Senada dengan John Dewey, Jean Piaget juga berusaha mendefinisikan tingkat
perkembangan moral anak-anak sebagai peserta didik melalui pengamatan dan
wawancara (Windmiller, 1976). Dari hasil pengamatan terhadap anak-anak ketika
bermain, dan jawaban mereka atas pertanyaan mengapa mereka patuh kepada
peraturan, Piaget sampai pada suatu kesimpulan bahwa perkembangan
kemampuan kognitif pada anak-anak mempengaruhi pertimbangan moral mereka.
Menurutnya ketidakmatangan moral anak dikarenakan dua hal yakni: (1)

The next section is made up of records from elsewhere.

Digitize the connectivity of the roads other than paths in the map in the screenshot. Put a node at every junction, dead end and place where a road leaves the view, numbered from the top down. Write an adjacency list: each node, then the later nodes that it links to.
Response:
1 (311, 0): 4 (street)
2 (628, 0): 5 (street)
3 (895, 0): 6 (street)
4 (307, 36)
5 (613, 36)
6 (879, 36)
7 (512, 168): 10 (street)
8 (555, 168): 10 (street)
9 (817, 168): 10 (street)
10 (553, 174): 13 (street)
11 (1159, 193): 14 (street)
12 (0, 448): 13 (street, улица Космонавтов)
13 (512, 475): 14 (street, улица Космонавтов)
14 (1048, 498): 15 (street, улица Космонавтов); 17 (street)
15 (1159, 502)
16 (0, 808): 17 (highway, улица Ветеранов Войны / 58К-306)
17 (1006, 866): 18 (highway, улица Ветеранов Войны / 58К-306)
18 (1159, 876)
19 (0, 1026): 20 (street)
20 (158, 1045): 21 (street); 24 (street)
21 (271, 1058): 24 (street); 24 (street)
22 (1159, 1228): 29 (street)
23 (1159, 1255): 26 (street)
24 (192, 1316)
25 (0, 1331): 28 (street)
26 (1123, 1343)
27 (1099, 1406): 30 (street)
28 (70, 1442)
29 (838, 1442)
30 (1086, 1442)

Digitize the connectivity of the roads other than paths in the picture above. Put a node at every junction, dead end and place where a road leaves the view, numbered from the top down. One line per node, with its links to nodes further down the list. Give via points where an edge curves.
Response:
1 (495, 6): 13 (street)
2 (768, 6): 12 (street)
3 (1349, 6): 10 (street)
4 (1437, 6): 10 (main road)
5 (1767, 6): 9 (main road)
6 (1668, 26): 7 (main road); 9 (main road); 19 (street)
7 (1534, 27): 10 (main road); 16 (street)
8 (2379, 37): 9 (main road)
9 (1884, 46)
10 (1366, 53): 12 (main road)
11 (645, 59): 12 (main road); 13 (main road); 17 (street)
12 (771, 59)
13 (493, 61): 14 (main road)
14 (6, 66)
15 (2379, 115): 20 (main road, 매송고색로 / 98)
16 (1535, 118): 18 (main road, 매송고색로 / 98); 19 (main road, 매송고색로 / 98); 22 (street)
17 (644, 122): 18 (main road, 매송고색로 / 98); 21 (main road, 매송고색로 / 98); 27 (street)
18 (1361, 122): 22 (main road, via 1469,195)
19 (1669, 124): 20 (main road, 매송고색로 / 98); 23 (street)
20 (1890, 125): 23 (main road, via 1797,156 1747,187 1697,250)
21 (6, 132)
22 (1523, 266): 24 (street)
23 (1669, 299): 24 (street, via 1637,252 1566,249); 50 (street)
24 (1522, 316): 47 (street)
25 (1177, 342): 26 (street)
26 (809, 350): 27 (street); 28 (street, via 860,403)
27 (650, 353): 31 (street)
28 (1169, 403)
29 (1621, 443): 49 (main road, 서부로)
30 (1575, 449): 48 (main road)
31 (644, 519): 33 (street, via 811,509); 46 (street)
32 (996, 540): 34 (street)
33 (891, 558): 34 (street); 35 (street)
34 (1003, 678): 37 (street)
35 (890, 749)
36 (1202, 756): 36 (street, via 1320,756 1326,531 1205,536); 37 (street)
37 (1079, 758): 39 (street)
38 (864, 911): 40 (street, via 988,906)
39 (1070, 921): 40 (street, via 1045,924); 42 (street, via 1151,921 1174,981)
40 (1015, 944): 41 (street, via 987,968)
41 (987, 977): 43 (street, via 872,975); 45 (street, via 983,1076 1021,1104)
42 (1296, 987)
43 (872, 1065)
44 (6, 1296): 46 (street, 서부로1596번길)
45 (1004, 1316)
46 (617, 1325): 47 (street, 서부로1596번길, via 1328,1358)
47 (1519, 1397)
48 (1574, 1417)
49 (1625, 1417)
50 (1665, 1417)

keterbatasan moral anak: egosentris dan realistik; dan (2) rasa hormat pada orang
tua/ dewasa yang heterogen. Dalam pandangannya tentang tahap-tahap
perkembangan moral, Piaget membaginya ke dalam tiga tahap, yaitu tahap Non-
morality, Heteronomous morality dan autonomous morality.
Tahap pertama adalah non-morality, adalah tahap ketika anak belum memiliki
atau belum mengenal moral. Tahap ini usia anak masih di bawah 4 tahun.
Kemudian berkembang menjadi tahap kedua, yaitu heteronomous, pada saat ini
anak sudah mulai menerima dan memiliki aturan begitu saja dari orang lain yang
dipandang tidak bisa diubah. Pada tahap ini disebut sebagai masa realisme (stage
of moral realism) atau moralitas berkendala (constraint morality) di mana tugas
dan kewajiban dipadangnya sebagai wujud suatu kepatuhan. Usia anak pada tahap
ini berkisar antara 4 sampai 8 tahun.
Tahap yang ketiga adalah autonomous, pada tahap ini, aturan dipandang
sebagai persetujuan bersama secara timbal balik, dapat dipelihara dan diubah
sesuai kebutuhan kolektif. Moaralitas pada tahap ini disebut moralitas
bekerjasama (collaborate morality). Pada tahap sebelumnya, tugas dan kewajiban
dipandang sebagai kepatuhan, sedang pada tahap otonomous hal-hal tersebut
dipandang sebagai kesesuaian dengan harapan-harapan dan kesejahteraan
bersama. Usia anak pada tahap ini berkisar 9 sampai 12 tahun.